I originally attended the Competent Crew course in May 2013 and then the Day Skipper in June 2013. In both courses I found the instructors (with two exceptions) to be utterly unprofessional, unmotivated and poor communicators. Although I did learn and benefit from the courses, the whole experience was tainted by the lack luster attitude of the instructors. A training day would typically start with the instructor giving us the vaguest outline of what he planned for us for the next eight hours, most of which were then spent doing nothing more than chatting with each in the cockpit interspersed with the occasional tack.
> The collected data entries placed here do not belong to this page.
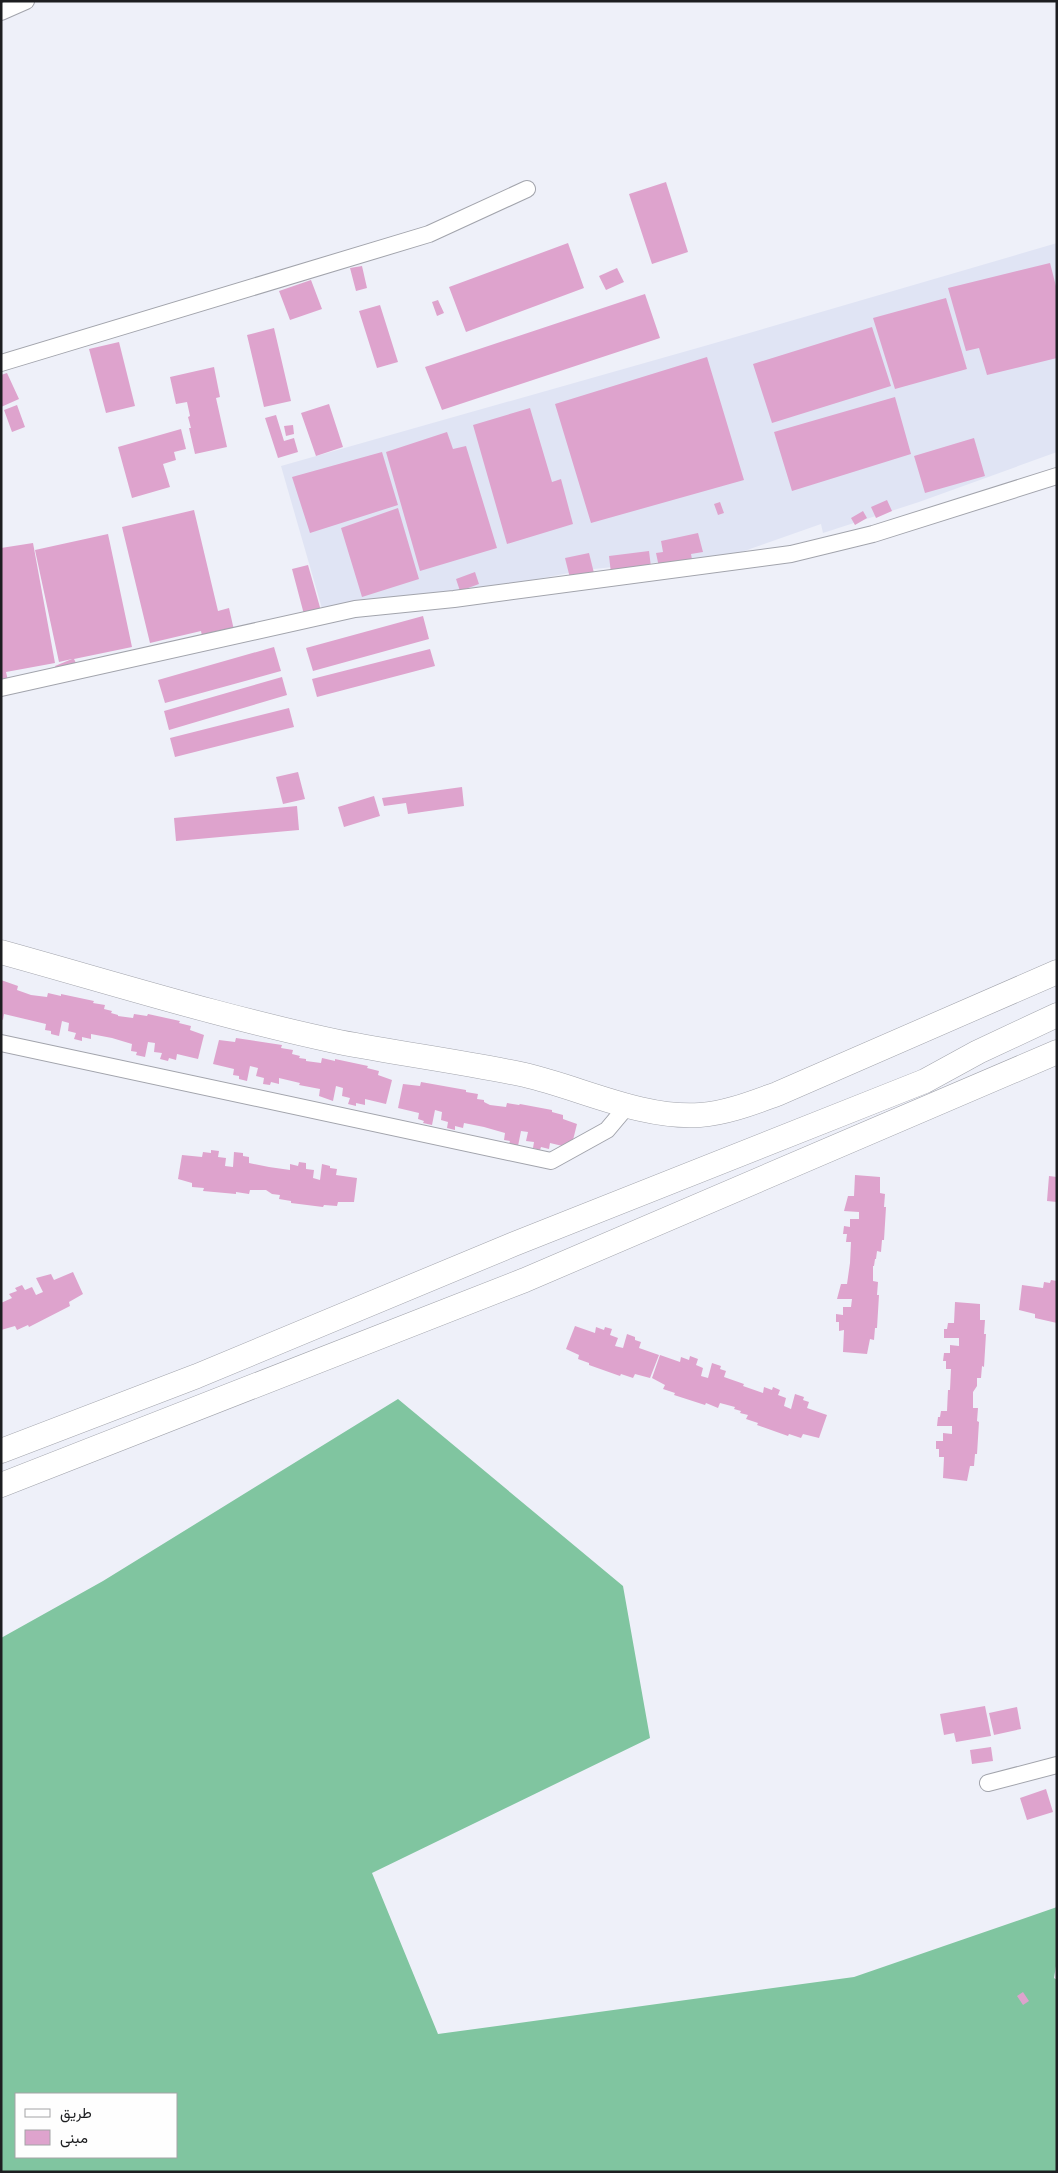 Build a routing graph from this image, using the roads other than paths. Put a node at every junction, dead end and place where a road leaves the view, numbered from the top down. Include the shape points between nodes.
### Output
1 (26, 1) edge
2 (1, 12) edge
3 (527, 189) dead end
4 (1, 363) edge
5 (1057, 476) edge
6 (1, 688) edge
7 (1, 952) edge
8 (1057, 972) edge
9 (1057, 1015) edge
10 (1, 1043) edge
11 (978, 1052) junction
12 (1057, 1052) edge
13 (990, 1080) junction
14 (628, 1105) junction
15 (1, 1451) edge
16 (1, 1485) edge
17 (1057, 1765) edge
18 (988, 1783) dead end

1 - 2 street
3 - 4 street via 429,234
5 - 6 street via 873,534 790,554 355,609
7 - 14 main road via 235,1017 339,1042 553,1082
8 - 14 main road via 734,1110 699,1115 658,1113
9 - 11 main road
10 - 14 street via 551,1161 607,1130
11 - 13 main road
11 - 15 main road via 925,1081 523,1241 197,1376
12 - 13 main road
13 - 16 main road via 525,1280
17 - 18 street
One of the other students on the same course (a lawyer) eventually approached the instructor asking, "What are we supposed to be learning here?” I listened to the instructor give an unconvincing justification for a day spent doing very little which neither of us bought.

On the Day Skipper course I felt frustrated by the tendency of the instructor to unprofessionally blame us for things such as being "disrespectful" (when the students decided to go ashore early morning to get breakfast…without him). In our case, this led to the instructor unilaterally changing the agreed three day cruising plan by informing us that "plan's changed guys, I've decided we're going back to the marina to do technical stuff". When I asked him what he had in mind he said to practice man-overboard and do some gybing, both of which could of been practiced anywhere on the original route. It transpired later that he felt disrespected. I asked him why he hadn't simply given us clear instructions on what he wanted us to do that morning and he replied, "Why should I have to beg?”

Later on the instructor let us know in no uncertain terms that the course was a job for him, he didn't get any pleasure out of it and had no intention of working longer than necessary. In fact, he decided to change the plan and bring us back to the marina so he could go home and sleep. When one of the other students confronted him by asking "What about the night sailing we are supposed to do?" (Which is part of the curriculum) he replied "we did it yesterday" referring to an hour of sailing done at sunset. I felt taken advantage of, as we were not getting the three-day trip described in the training literature. During the last couple of hours it took to motor back to the marina everyone sat in silence feeling ripped off. In the end we didn’t do any of the technical stuff that day.

When with a different instructor on the Competent Crew course, I found that he frequently contradicted himself. He would say, "do this" and a few minutes later he'd say the opposite. Part of the training, man-overboard, was an embarrassing fiasco. The instructor was incapable of giving us clear guidelines to the extent that he finally blurted out "Just do what I say and don't ask anymore questions". The whole exercise was amateurish and left us none the wiser as what to do in the event someone fell overboard.

When I later asked the instructor if it would be possible to learn how to use a spinnaker he replied "Look don't tell me how to run the course". After that I just kept myself to myself.

In the end I spend nine days of training with True North Yachting RYA course in Cyprus the majority of which was wasted through the willingness of the instructors to do nothing more than chat. Some of them were prima donnas, undisciplined, egotistical, obnoxious and temperamental. The courses were poorly structured and one had the sense that most students simply tolerated it all in order to get certified. My own expectations being somewhat higher than that, led me to complain which, in turn, was met with a cynicism.

Prior to writing this complaint I wrote to Andreas Tavelis letting him know of my dissatisfactions and requesting a written apology for his humiliating insult. A week later he replied and insinuated that I had been removed from the course “because your fellow crew members and the instructor had enough from you.” Wholly unsubstantiated, it seems that Mr. Tavelis’s professional ethic is lacking to the extent that he is willing to stoop to the level of slandering his customer in an effort to deflect blame from himself and his organization.